The company’s process takes place at room temperature, which is important because it doesn’t change the chemical composition of the raw materials, Ko said. That enables the company to provide EVA, for example, as a feedstock for new products including shoe soles, yoga mats and mousepads.
Glass-focused processor draws equity investment
Meanwhile, in Jacksonville, Florida, emerging processor OnePlanet Solar Recycling recently received $7 million in capital investment from a New York investment firm.
The company was founded in early 2024 by a group of solar stakeholders including renewable energy, technology and metals recycling experts, CEO Andre Pujadas said in an interview. The company’s Jacksonville-area pilot facility has a capacity of about 500,000 panels per year.
The company is in the process of building up a facility near its pilot plant in Green Cove Springs, Florida, where it plans to process 2 million panels per year at commercial scale.
Its process uses a combination of technologies that are typically geared toward the mining and heavy media industries.

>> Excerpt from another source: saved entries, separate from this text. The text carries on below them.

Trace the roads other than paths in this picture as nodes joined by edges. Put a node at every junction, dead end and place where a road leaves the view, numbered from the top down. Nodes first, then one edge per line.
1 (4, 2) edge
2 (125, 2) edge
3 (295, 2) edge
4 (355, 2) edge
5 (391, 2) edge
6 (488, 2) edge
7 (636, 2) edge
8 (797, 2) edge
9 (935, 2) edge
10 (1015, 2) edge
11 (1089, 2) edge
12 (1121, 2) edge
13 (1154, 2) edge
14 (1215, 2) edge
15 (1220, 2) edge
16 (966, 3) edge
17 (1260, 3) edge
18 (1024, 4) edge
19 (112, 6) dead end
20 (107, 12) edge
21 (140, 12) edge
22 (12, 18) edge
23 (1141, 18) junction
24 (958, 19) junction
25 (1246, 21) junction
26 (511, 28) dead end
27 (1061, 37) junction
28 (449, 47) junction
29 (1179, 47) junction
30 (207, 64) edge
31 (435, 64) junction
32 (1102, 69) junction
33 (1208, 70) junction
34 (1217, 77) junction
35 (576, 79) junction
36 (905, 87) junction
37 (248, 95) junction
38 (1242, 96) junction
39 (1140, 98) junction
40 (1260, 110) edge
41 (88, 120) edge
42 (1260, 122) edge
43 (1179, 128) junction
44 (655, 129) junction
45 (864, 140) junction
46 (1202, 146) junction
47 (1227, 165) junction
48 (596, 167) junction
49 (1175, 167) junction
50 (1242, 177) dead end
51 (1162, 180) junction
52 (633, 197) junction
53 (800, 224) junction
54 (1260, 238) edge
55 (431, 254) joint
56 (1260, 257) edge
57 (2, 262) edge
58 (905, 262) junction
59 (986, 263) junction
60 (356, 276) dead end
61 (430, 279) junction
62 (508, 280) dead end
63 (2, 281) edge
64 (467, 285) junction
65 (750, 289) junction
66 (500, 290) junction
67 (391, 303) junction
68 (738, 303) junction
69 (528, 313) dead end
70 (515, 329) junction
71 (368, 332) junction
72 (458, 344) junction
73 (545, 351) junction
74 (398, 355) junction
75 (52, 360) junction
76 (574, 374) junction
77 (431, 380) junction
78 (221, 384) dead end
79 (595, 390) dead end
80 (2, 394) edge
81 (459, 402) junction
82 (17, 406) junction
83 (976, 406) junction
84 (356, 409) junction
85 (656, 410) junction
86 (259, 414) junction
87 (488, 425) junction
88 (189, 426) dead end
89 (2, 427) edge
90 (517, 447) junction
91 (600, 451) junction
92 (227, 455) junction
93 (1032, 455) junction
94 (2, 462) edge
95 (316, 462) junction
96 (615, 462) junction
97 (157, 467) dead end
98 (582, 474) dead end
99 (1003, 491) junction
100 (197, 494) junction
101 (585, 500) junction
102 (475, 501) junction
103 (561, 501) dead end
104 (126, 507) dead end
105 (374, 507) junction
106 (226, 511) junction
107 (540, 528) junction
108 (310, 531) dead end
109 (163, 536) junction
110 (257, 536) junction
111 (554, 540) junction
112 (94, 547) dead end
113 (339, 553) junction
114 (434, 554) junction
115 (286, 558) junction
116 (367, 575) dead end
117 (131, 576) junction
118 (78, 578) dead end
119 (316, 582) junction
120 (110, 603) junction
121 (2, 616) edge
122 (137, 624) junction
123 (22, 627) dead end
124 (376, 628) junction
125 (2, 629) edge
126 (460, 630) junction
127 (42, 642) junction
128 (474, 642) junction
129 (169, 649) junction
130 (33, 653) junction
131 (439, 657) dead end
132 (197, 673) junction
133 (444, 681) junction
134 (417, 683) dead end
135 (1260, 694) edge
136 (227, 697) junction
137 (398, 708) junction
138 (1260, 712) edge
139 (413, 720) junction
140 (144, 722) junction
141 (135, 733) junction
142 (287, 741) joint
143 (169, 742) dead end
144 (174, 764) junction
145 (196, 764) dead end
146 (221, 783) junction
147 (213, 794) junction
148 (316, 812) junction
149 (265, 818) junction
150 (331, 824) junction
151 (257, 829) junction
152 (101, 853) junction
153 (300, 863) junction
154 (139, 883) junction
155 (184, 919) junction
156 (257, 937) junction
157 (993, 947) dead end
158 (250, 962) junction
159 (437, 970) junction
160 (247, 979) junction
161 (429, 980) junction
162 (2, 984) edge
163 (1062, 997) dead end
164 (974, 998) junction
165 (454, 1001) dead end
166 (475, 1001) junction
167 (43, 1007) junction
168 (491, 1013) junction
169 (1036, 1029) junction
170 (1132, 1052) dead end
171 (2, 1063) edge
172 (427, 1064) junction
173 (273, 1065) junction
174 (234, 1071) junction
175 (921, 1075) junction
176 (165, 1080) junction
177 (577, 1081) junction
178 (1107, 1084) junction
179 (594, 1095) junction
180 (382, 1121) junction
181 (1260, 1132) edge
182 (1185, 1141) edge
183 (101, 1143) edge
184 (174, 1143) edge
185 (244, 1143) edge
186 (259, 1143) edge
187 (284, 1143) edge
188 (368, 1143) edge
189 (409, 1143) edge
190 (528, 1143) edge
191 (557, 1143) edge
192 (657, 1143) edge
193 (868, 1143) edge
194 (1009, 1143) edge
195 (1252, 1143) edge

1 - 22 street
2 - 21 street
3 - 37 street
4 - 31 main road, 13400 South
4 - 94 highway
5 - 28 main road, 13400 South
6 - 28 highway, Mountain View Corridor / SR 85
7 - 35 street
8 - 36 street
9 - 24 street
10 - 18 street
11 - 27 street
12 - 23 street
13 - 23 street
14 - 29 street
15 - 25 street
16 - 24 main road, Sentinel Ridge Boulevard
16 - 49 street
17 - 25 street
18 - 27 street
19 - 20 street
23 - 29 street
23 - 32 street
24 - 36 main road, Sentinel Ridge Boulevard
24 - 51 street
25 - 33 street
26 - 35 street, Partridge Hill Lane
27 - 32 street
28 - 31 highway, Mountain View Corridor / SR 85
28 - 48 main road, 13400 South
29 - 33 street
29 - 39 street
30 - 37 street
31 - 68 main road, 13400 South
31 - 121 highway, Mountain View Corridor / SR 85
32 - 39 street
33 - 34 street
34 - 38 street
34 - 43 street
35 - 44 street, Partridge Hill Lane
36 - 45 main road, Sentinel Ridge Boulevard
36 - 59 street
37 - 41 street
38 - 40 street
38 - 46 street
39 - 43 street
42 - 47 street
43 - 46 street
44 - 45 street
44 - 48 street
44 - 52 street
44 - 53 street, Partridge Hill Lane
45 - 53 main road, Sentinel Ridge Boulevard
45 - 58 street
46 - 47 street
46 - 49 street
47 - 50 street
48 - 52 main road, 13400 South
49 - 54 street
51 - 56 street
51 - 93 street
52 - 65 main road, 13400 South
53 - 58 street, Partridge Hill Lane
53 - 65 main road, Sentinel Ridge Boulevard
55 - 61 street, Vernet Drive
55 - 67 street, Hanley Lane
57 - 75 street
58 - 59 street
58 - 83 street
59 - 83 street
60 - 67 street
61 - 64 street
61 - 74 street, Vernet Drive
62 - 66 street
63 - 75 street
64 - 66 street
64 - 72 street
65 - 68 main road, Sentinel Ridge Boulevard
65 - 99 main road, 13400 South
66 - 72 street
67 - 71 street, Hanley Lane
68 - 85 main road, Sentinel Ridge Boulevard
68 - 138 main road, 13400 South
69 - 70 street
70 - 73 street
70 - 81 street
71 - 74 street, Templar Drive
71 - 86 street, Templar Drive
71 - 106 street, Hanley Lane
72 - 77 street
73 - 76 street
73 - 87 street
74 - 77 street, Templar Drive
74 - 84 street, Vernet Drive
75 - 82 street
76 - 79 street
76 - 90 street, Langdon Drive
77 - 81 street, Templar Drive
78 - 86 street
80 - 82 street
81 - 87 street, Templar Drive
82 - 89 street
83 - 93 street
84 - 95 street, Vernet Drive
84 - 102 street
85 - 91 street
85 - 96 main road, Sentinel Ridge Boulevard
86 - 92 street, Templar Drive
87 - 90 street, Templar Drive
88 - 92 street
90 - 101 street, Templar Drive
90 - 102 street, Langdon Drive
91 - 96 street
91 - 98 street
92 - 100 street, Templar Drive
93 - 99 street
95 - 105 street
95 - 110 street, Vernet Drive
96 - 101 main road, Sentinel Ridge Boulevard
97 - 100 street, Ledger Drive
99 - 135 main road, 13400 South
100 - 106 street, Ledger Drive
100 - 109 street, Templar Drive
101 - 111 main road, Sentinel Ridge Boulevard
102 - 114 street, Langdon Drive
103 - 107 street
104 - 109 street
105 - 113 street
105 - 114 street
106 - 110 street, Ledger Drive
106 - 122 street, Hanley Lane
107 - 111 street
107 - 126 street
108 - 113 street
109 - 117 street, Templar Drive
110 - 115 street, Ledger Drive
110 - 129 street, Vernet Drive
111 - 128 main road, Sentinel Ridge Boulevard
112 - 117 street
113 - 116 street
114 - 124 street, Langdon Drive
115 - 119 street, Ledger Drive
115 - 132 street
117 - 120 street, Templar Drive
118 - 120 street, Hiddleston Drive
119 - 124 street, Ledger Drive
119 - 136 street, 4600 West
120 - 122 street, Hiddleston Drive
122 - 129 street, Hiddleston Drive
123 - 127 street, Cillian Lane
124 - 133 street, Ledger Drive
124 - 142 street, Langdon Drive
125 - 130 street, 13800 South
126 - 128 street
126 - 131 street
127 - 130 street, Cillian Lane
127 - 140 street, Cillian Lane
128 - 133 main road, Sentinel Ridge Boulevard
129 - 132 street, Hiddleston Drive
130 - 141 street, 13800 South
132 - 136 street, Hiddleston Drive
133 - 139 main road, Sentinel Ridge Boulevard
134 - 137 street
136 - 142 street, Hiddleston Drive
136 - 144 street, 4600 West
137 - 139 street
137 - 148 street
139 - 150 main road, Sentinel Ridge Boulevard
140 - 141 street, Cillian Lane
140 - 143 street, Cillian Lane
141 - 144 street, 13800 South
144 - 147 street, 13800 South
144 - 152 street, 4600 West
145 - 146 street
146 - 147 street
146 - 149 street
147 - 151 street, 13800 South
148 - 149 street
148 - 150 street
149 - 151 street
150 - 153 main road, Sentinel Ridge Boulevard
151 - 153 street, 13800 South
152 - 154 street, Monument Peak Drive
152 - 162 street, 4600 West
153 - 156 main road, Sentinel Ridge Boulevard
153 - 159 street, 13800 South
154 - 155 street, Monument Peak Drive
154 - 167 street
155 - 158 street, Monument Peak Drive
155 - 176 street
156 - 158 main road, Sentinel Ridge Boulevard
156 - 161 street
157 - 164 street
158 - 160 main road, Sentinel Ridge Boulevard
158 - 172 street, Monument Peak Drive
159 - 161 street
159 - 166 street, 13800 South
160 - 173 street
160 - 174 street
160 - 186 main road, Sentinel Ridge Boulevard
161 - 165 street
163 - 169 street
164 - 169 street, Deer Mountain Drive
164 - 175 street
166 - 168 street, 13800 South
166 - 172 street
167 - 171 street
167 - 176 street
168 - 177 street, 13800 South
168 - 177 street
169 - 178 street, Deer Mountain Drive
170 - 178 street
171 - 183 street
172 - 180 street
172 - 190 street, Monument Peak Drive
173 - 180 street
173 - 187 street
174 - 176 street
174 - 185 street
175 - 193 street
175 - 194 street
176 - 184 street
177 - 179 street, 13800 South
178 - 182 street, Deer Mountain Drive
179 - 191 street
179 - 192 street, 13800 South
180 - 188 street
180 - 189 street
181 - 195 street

OnePlanet performs a lot of pre-processing using AI imaging and advanced sensor technology to assess panel condition and move panels to the proper stream based on physical integrity, material composition and other attributes.
The company is heavily focused on glass removal efficiency, Pujadas said, with a proprietary process it developed with engineers involved in solar panel manufacturing.
OnePlanet brings in panels from a variety of sources, including decommissioning projects and partnerships with solar farms. In 2024, Florida was the third largest state by installed solar capacity, according to the Solar Energy Industries Association. There is a “readily available substrate” of end-of-life solar panel supply in Florida, Pujadas said.
Additionally, “Florida, being in a hurricane zone, there are a lot of events where hundreds of thousands of panels are destroyed,” Pujadas said, echoing the NREL analysis of shorter-than-expected lifespans.
OnePlanet is planning two additional facilities with the same capacity for a total of 6 million panels per year of processing ability by 2030. The other two facilities have not yet been sited.
“It will be in an area where there’s a high concentration of solar installations,” Pujadas said. “It could be in Florida, Texas or California. Raw material is very important, the concentration.”